Oskar Johanson

Across the vapour gulf

Norwegian University of Science and Technology (NTNU), Trondheim Academy of Fine Art

Extreme weather events have occurred in Australia for millennia. The history of spatial decision-making since colonisation has been the fortification against their effects. This effort has been made in concert with the foundational violence of the colony: the dispossession of Indigenous Australians of their land and connection to Country and the suppression and destruction of Indigenous cultures and laws, including the intentional burning of Country. At the same time, since the late twentieth century, these extreme weather events have been deepened and exacerbated by anthropogenic forcing. Overwhelmingly, the response has been new architectures and spatial policies that entrench, rather than challenge, that foundational violence, even as many the effects of these processes continue to work beyond certain limits of sensibility. Working within the broader context of the Climate Rights project at the Trondheim Academy of Fine Art, this project will unpick the connections between climate, coloniality, sensibility, and space through different typologies of fire across the east coast of Australia and the Gulf of Papua. Its first line of inquiry will be the lens of obscuration and obscurity – which are both precursors to and the consequences of fire – before considering modes of intervention in fire’s place between visual culture and law.

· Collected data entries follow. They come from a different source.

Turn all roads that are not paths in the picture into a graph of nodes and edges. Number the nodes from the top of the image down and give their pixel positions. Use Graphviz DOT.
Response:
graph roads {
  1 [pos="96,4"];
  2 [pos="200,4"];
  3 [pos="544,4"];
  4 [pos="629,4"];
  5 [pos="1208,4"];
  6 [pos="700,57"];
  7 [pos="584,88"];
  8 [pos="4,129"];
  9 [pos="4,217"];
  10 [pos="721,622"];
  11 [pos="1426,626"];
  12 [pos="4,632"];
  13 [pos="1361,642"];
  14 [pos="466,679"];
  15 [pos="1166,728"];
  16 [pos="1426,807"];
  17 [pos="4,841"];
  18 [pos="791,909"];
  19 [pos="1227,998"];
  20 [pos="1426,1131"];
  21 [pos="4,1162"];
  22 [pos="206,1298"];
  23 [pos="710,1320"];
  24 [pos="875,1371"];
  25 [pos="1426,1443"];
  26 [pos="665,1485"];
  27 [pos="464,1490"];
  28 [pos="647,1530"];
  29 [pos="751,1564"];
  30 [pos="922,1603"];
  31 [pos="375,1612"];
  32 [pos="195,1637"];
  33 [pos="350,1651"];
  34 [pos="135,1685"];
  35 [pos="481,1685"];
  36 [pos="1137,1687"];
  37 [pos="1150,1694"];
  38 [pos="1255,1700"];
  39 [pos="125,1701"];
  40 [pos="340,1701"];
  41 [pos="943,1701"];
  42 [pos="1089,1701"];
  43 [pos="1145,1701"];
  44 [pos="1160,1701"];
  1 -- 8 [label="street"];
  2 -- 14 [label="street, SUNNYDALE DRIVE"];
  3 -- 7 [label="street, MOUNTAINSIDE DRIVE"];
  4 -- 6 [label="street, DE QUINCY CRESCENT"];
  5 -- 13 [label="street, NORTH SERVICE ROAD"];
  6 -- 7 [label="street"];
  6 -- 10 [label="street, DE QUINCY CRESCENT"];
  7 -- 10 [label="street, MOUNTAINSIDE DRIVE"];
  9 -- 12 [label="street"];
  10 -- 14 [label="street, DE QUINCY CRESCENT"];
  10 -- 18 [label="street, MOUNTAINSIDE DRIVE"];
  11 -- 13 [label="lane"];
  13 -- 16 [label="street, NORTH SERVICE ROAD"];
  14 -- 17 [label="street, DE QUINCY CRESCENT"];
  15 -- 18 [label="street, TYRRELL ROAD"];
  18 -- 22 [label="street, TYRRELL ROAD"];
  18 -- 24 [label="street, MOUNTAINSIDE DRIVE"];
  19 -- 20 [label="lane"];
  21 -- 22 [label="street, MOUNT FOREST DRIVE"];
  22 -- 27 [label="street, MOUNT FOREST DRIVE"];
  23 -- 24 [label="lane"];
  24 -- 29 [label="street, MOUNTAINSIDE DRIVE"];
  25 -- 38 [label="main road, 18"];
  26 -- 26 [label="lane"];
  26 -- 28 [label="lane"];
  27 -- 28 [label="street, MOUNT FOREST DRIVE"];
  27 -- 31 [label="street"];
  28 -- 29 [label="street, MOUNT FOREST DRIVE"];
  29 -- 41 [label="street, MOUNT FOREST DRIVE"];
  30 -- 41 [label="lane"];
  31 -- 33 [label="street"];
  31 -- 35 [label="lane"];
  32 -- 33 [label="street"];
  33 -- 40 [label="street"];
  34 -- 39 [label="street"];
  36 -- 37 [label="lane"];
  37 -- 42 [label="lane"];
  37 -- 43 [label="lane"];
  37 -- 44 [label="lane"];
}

Keywords: climate rights, coloniality, aerosols, fire knowledge, obscuration, visual culture

Oskar Frederick Johanson is an architectural designer, writer and educator. He is currently a PhD candidate at the Climates Rights program at the Norwegian University of Science and Technology (NTNU). Since 2021, he has been co-program head of the AA Visiting School Sydney. From 2021-22 he was an Agent of Change for the 10th Architecture Biennale Rotterdam, in which capacity he undertook and presented research on the Australian beach. From 2020-21 he was a Research Fellow at the Gerrit Rietveld Academie, Amsterdam, where he also taught, with a focus on maritime spaces. He has taught short courses at the AA, UCL, Cambridge, the University of Melbourne, and Iowa State University. He has written for AA Files, The Avery Review, and The Sydney Morning Herald, among others. His research on cruise ships in the Caribbean was recently featured in The Architecture of Staged Realities, an exhibition at Het Nieuwe Instituut, Rotterdam, and at L'architecture des réalités mises en scène: (re)construire Disney, an exhibition at arc en rêve, Bordeaux. 

Smoke plume leaving Australia during the Black Summer fires, 2019-20. Image credit: Himawari-8/NICT.


Presentations

 

 

Artistic Research Spring Forum 2025

1st presentation

This presentation will introduce the context, preliminary work, and projected lines of inquiry of the PhD research. It will cover recent field work undertaken within the Climate Rights project, including aerial and ground-based documentation and 3D reconstruction of the impacts of climate change in the Gulf of Papua, and highlight a few key artefacts of colonial visual culture in colonial east Australia and the southwest Pacific insofar as they bear on the project’s core investigation.